BACKGROUND AND OBJECTIVES:Chest pain is a complaint for which children are frequently evaluated. Cardiac causes are rarely found despite expenditure of considerable time and resources. We describe validation throughout New England of a clinical guideline for cost-effective evaluation of pediatric patients first seen by a cardiologist for chest pain using a unique methodology termed the Standardized Clinical Assessment and Management Plans (SCAMPs).METHODS:A total of 1016 ambulatory patients, ages 7 to 21 years initially seen for chest pain at Boston Children’s Hospital (BCH) or the New England Congenital Cardiology Association (NECCA) practices, were evaluated by using a SCAMPs chest pain guideline. Findings were analyzed for diagnostic elements, patterns of care, and compliance with the guideline. Results from the NECCA practices were compared with those of Boston Children’s Hospital, a regional core academic center.RESULTS:Two patients had chest pain due to a cardiac etiology, 1 with pericarditis and 1 with an anomalous coronary artery origin. Testing performed outside of guideline recommendations demonstrated only incidental findings. Patients returning for persistent symptoms did not have cardiac disease.

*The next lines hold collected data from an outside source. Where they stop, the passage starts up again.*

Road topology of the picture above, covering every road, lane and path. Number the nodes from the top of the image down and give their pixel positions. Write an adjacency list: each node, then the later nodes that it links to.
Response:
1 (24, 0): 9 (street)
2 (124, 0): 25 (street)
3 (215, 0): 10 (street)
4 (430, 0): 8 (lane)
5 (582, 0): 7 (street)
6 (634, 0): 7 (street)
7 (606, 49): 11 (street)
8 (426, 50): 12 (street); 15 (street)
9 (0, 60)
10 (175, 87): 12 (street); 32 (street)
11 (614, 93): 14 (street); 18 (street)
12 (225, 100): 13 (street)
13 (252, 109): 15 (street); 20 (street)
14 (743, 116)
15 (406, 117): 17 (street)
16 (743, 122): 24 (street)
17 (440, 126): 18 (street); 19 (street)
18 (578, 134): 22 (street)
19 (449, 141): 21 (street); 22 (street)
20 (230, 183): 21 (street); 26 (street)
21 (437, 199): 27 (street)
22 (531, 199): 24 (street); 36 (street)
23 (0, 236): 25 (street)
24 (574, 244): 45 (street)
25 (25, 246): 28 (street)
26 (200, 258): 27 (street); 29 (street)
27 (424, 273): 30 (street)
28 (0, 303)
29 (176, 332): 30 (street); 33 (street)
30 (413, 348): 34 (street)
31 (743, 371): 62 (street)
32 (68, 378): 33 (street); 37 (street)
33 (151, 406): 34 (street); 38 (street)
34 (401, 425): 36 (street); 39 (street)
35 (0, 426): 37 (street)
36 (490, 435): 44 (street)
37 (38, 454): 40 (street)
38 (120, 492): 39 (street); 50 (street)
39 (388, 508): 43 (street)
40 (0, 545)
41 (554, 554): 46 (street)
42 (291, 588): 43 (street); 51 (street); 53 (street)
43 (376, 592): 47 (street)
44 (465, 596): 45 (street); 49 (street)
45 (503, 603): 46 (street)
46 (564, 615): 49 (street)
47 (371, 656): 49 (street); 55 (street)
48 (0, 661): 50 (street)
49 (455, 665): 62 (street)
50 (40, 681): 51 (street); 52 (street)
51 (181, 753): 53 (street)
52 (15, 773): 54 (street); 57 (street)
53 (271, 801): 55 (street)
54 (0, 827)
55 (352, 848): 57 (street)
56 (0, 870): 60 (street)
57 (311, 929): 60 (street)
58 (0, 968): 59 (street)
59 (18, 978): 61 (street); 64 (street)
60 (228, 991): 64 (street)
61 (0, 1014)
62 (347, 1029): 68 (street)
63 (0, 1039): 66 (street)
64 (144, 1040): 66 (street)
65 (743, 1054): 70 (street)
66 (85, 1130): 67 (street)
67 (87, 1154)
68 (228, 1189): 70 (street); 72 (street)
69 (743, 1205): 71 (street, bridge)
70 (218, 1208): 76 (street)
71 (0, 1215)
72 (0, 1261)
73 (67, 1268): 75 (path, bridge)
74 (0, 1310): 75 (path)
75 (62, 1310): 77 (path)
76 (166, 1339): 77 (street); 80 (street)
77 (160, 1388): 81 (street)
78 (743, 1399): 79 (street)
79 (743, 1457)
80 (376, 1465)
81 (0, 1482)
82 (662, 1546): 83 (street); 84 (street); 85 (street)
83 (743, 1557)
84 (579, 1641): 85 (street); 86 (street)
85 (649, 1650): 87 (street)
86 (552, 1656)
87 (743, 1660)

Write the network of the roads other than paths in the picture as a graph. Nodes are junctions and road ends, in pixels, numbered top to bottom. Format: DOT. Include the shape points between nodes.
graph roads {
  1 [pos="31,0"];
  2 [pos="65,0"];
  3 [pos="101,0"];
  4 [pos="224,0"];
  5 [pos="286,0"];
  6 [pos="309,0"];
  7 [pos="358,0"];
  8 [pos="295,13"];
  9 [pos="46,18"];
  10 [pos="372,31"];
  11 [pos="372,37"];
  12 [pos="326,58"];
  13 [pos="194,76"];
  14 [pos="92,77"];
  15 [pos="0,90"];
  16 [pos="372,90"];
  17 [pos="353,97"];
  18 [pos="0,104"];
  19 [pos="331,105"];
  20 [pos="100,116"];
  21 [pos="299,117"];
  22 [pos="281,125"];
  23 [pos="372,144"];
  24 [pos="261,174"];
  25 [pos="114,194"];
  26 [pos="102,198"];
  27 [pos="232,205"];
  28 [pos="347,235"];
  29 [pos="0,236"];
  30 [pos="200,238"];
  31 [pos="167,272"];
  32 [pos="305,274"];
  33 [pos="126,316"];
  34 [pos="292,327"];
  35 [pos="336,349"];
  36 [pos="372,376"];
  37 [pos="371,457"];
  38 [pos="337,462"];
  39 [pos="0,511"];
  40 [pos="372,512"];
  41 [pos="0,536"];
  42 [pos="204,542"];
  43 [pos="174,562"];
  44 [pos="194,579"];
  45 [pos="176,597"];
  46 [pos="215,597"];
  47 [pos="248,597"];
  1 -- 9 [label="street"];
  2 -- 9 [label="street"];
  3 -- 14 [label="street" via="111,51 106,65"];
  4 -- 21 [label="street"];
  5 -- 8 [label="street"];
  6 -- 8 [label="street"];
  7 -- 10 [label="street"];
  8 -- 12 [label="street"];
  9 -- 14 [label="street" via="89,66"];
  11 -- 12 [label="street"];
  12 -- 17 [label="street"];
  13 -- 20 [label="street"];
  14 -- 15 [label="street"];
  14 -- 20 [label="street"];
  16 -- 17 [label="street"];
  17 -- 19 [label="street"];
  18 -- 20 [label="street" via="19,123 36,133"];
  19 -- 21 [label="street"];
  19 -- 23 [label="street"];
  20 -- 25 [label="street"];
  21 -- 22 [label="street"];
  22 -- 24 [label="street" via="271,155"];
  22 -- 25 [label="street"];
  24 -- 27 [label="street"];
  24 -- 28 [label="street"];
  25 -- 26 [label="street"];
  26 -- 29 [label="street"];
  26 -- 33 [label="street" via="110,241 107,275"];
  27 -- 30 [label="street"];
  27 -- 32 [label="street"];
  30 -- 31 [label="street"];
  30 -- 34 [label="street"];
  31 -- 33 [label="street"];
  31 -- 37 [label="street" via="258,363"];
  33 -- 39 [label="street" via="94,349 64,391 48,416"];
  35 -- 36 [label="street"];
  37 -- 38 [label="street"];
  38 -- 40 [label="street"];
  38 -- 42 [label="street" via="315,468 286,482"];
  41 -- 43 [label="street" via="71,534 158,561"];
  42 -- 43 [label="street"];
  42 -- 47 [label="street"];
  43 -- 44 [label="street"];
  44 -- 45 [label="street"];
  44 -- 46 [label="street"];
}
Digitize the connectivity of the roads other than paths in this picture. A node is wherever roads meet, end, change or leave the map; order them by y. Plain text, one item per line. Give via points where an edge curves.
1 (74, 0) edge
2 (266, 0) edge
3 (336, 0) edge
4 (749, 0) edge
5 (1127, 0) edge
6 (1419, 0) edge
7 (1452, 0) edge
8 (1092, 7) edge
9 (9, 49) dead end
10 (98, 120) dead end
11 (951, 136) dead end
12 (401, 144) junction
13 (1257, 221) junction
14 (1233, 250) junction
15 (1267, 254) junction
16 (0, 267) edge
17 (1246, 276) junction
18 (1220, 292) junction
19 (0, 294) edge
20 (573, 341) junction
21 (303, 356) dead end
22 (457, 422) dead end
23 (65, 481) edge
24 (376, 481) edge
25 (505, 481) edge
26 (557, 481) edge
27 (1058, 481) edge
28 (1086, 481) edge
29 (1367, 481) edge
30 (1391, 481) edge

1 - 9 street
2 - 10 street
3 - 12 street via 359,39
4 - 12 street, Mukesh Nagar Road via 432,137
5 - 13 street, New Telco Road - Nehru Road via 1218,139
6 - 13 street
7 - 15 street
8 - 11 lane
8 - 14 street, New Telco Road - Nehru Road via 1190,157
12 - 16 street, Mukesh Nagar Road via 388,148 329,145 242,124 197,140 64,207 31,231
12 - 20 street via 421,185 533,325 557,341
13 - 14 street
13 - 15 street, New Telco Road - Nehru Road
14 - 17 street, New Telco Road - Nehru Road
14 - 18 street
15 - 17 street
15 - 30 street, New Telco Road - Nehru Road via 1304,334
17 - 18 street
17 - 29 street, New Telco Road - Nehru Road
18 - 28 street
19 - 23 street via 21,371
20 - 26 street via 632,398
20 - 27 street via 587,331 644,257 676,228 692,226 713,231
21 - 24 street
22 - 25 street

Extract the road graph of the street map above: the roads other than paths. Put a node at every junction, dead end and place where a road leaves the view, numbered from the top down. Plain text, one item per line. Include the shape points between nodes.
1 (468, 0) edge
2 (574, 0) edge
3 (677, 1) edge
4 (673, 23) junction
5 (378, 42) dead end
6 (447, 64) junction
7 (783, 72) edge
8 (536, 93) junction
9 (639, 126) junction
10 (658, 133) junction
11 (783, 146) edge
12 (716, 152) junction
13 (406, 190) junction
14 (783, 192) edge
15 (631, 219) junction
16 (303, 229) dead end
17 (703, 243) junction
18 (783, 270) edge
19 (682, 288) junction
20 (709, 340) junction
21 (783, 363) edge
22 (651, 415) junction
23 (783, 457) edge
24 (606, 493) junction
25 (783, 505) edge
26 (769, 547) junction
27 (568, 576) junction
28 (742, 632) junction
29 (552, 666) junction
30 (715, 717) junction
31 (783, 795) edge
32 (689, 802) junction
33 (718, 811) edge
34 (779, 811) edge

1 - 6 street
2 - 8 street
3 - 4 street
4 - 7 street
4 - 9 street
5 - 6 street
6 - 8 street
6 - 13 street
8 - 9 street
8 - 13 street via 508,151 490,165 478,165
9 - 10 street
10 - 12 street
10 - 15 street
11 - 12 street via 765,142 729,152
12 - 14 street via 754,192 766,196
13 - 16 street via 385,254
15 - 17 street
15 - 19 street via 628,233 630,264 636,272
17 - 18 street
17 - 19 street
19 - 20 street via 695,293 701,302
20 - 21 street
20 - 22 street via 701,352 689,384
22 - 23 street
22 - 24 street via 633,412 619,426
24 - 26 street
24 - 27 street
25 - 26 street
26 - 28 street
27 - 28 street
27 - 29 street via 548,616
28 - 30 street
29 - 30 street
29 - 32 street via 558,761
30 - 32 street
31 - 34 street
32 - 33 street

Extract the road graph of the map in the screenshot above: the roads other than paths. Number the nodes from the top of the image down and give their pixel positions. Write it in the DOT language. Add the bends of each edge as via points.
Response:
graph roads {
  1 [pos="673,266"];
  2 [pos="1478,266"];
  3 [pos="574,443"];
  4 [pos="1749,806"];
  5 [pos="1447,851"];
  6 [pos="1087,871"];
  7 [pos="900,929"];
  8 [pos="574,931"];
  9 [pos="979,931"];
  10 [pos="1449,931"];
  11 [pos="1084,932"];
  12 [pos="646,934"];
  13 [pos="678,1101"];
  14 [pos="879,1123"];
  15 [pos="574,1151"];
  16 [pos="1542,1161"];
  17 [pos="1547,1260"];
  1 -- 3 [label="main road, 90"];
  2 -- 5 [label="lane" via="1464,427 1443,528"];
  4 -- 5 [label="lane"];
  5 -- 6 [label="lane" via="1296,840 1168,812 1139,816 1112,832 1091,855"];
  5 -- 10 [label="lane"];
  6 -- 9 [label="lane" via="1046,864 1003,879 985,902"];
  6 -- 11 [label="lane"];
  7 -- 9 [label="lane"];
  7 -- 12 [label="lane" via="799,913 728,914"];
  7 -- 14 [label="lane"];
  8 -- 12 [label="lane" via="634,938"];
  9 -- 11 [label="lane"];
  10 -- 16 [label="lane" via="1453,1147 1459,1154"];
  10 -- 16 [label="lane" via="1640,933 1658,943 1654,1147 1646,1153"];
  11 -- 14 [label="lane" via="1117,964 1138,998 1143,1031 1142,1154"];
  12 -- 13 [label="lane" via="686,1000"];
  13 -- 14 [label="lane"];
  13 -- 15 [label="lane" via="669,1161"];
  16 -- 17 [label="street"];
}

The pattern of care for the NECCA practices and BCH differed minimally.CONCLUSIONS:By using SCAMPs methodology, we have demonstrated that chest pain in children is rarely caused by heart disease and can be evaluated in the ambulatory setting efficiently and effectively using minimal resources. The methodology can be implemented regionally across a wide range of clinical practice settings and its approach can overcome a number of barriers that often limit clinical practice guideline implementation.